■ EXERCISE REQUIREMENTS ■
Transcription should be exact. Include all entries.

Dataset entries
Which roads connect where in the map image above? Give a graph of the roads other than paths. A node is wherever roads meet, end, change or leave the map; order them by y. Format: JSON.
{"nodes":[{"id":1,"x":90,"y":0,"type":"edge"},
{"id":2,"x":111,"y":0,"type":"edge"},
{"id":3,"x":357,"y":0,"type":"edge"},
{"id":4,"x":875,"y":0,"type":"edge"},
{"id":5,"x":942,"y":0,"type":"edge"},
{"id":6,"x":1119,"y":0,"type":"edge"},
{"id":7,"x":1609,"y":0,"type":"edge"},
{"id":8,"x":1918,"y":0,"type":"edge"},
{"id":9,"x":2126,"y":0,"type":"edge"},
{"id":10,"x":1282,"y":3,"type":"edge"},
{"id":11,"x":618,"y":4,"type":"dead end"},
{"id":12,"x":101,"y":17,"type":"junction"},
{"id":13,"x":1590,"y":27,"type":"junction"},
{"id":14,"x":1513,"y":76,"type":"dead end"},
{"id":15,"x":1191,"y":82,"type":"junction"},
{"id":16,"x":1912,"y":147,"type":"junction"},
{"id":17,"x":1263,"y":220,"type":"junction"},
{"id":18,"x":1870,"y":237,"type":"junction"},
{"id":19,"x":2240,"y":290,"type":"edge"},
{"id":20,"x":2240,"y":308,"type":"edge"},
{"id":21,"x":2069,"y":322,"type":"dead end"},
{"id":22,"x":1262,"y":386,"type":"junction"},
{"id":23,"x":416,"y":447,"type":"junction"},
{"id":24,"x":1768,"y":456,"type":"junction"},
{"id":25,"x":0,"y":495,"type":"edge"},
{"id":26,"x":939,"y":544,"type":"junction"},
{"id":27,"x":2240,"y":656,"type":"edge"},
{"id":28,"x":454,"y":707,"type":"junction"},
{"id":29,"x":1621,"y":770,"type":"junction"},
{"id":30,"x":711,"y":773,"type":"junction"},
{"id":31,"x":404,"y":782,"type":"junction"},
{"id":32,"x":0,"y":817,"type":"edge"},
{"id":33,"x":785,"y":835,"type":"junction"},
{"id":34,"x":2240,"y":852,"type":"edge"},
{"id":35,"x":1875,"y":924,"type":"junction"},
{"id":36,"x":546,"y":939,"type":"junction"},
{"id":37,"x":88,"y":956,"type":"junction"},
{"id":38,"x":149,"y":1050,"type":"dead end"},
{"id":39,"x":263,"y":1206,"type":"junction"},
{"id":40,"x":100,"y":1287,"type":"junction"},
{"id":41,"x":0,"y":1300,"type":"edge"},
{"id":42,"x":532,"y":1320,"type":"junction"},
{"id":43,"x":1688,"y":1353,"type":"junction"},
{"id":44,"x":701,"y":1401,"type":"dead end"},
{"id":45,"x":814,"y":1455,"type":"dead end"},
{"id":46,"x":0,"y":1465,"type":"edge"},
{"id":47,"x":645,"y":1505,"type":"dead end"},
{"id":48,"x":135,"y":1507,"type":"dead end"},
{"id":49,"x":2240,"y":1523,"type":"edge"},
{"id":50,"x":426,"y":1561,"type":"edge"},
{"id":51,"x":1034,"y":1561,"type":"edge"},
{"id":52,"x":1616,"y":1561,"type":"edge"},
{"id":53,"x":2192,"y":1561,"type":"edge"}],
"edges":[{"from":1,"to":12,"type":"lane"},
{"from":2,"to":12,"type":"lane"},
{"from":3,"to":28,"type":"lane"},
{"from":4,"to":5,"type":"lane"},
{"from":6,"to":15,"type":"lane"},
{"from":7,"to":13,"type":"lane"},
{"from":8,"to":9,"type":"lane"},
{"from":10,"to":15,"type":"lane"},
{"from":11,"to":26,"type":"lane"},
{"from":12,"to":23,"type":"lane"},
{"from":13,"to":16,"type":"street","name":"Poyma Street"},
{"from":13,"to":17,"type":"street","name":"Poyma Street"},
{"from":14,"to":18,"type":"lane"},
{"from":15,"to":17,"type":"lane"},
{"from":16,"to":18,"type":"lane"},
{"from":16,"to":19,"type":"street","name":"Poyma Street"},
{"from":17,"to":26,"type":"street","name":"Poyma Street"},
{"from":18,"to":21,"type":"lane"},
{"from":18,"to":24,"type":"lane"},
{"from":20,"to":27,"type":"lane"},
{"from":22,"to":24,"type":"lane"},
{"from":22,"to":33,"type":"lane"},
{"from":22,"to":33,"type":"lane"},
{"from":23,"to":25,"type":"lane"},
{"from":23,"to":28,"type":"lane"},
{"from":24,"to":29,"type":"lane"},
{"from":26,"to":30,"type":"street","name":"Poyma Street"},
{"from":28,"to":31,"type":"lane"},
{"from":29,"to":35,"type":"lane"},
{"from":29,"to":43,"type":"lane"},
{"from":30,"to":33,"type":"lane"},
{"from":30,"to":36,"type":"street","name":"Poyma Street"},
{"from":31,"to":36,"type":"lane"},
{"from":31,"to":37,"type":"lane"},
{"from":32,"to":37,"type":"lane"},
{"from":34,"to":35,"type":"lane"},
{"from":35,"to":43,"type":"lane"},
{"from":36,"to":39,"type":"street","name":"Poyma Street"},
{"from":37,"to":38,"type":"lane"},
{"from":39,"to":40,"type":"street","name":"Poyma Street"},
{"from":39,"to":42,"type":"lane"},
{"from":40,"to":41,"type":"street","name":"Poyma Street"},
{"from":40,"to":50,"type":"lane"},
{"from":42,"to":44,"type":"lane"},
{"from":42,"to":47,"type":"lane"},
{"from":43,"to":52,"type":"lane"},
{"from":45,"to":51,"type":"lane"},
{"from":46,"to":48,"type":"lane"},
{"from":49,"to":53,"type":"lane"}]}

■ WRITTEN ANSWER ■
Which roads connect where in the map image above? Give a graph of the roads other than paths. A node is wherever roads meet, end, change or leave the map; order them by y. Format: JSON.
{"nodes":[{"id":1,"x":90,"y":0,"type":"edge"},
{"id":2,"x":111,"y":0,"type":"edge"},
{"id":3,"x":357,"y":0,"type":"edge"},
{"id":4,"x":875,"y":0,"type":"edge"},
{"id":5,"x":942,"y":0,"type":"edge"},
{"id":6,"x":1119,"y":0,"type":"edge"},
{"id":7,"x":1609,"y":0,"type":"edge"},
{"id":8,"x":1918,"y":0,"type":"edge"},
{"id":9,"x":2126,"y":0,"type":"edge"},
{"id":10,"x":1282,"y":3,"type":"edge"},
{"id":11,"x":618,"y":4,"type":"dead end"},
{"id":12,"x":101,"y":17,"type":"junction"},
{"id":13,"x":1590,"y":27,"type":"junction"},
{"id":14,"x":1513,"y":76,"type":"dead end"},
{"id":15,"x":1191,"y":82,"type":"junction"},
{"id":16,"x":1912,"y":147,"type":"junction"},
{"id":17,"x":1263,"y":220,"type":"junction"},
{"id":18,"x":1870,"y":237,"type":"junction"},
{"id":19,"x":2240,"y":290,"type":"edge"},
{"id":20,"x":2240,"y":308,"type":"edge"},
{"id":21,"x":2069,"y":322,"type":"dead end"},
{"id":22,"x":1262,"y":386,"type":"junction"},
{"id":23,"x":416,"y":447,"type":"junction"},
{"id":24,"x":1768,"y":456,"type":"junction"},
{"id":25,"x":0,"y":495,"type":"edge"},
{"id":26,"x":939,"y":544,"type":"junction"},
{"id":27,"x":2240,"y":656,"type":"edge"},
{"id":28,"x":454,"y":707,"type":"junction"},
{"id":29,"x":1621,"y":770,"type":"junction"},
{"id":30,"x":711,"y":773,"type":"junction"},
{"id":31,"x":404,"y":782,"type":"junction"},
{"id":32,"x":0,"y":817,"type":"edge"},
{"id":33,"x":785,"y":835,"type":"junction"},
{"id":34,"x":2240,"y":852,"type":"edge"},
{"id":35,"x":1875,"y":924,"type":"junction"},
{"id":36,"x":546,"y":939,"type":"junction"},
{"id":37,"x":88,"y":956,"type":"junction"},
{"id":38,"x":149,"y":1050,"type":"dead end"},
{"id":39,"x":263,"y":1206,"type":"junction"},
{"id":40,"x":100,"y":1287,"type":"junction"},
{"id":41,"x":0,"y":1300,"type":"edge"},
{"id":42,"x":532,"y":1320,"type":"junction"},
{"id":43,"x":1688,"y":1353,"type":"junction"},
{"id":44,"x":701,"y":1401,"type":"dead end"},
{"id":45,"x":814,"y":1455,"type":"dead end"},
{"id":46,"x":0,"y":1465,"type":"edge"},
{"id":47,"x":645,"y":1505,"type":"dead end"},
{"id":48,"x":135,"y":1507,"type":"dead end"},
{"id":49,"x":2240,"y":1523,"type":"edge"},
{"id":50,"x":426,"y":1561,"type":"edge"},
{"id":51,"x":1034,"y":1561,"type":"edge"},
{"id":52,"x":1616,"y":1561,"type":"edge"},
{"id":53,"x":2192,"y":1561,"type":"edge"}],
"edges":[{"from":1,"to":12,"type":"lane"},
{"from":2,"to":12,"type":"lane"},
{"from":3,"to":28,"type":"lane"},
{"from":4,"to":5,"type":"lane"},
{"from":6,"to":15,"type":"lane"},
{"from":7,"to":13,"type":"lane"},
{"from":8,"to":9,"type":"lane"},
{"from":10,"to":15,"type":"lane"},
{"from":11,"to":26,"type":"lane"},
{"from":12,"to":23,"type":"lane"},
{"from":13,"to":16,"type":"street","name":"Poyma Street"},
{"from":13,"to":17,"type":"street","name":"Poyma Street"},
{"from":14,"to":18,"type":"lane"},
{"from":15,"to":17,"type":"lane"},
{"from":16,"to":18,"type":"lane"},
{"from":16,"to":19,"type":"street","name":"Poyma Street"},
{"from":17,"to":26,"type":"street","name":"Poyma Street"},
{"from":18,"to":21,"type":"lane"},
{"from":18,"to":24,"type":"lane"},
{"from":20,"to":27,"type":"lane"},
{"from":22,"to":24,"type":"lane"},
{"from":22,"to":33,"type":"lane"},
{"from":22,"to":33,"type":"lane"},
{"from":23,"to":25,"type":"lane"},
{"from":23,"to":28,"type":"lane"},
{"from":24,"to":29,"type":"lane"},
{"from":26,"to":30,"type":"street","name":"Poyma Street"},
{"from":28,"to":31,"type":"lane"},
{"from":29,"to":35,"type":"lane"},
{"from":29,"to":43,"type":"lane"},
{"from":30,"to":33,"type":"lane"},
{"from":30,"to":36,"type":"street","name":"Poyma Street"},
{"from":31,"to":36,"type":"lane"},
{"from":31,"to":37,"type":"lane"},
{"from":32,"to":37,"type":"lane"},
{"from":34,"to":35,"type":"lane"},
{"from":35,"to":43,"type":"lane"},
{"from":36,"to":39,"type":"street","name":"Poyma Street"},
{"from":37,"to":38,"type":"lane"},
{"from":39,"to":40,"type":"street","name":"Poyma Street"},
{"from":39,"to":42,"type":"lane"},
{"from":40,"to":41,"type":"street","name":"Poyma Street"},
{"from":40,"to":50,"type":"lane"},
{"from":42,"to":44,"type":"lane"},
{"from":42,"to":47,"type":"lane"},
{"from":43,"to":52,"type":"lane"},
{"from":45,"to":51,"type":"lane"},
{"from":46,"to":48,"type":"lane"},
{"from":49,"to":53,"type":"lane"}]}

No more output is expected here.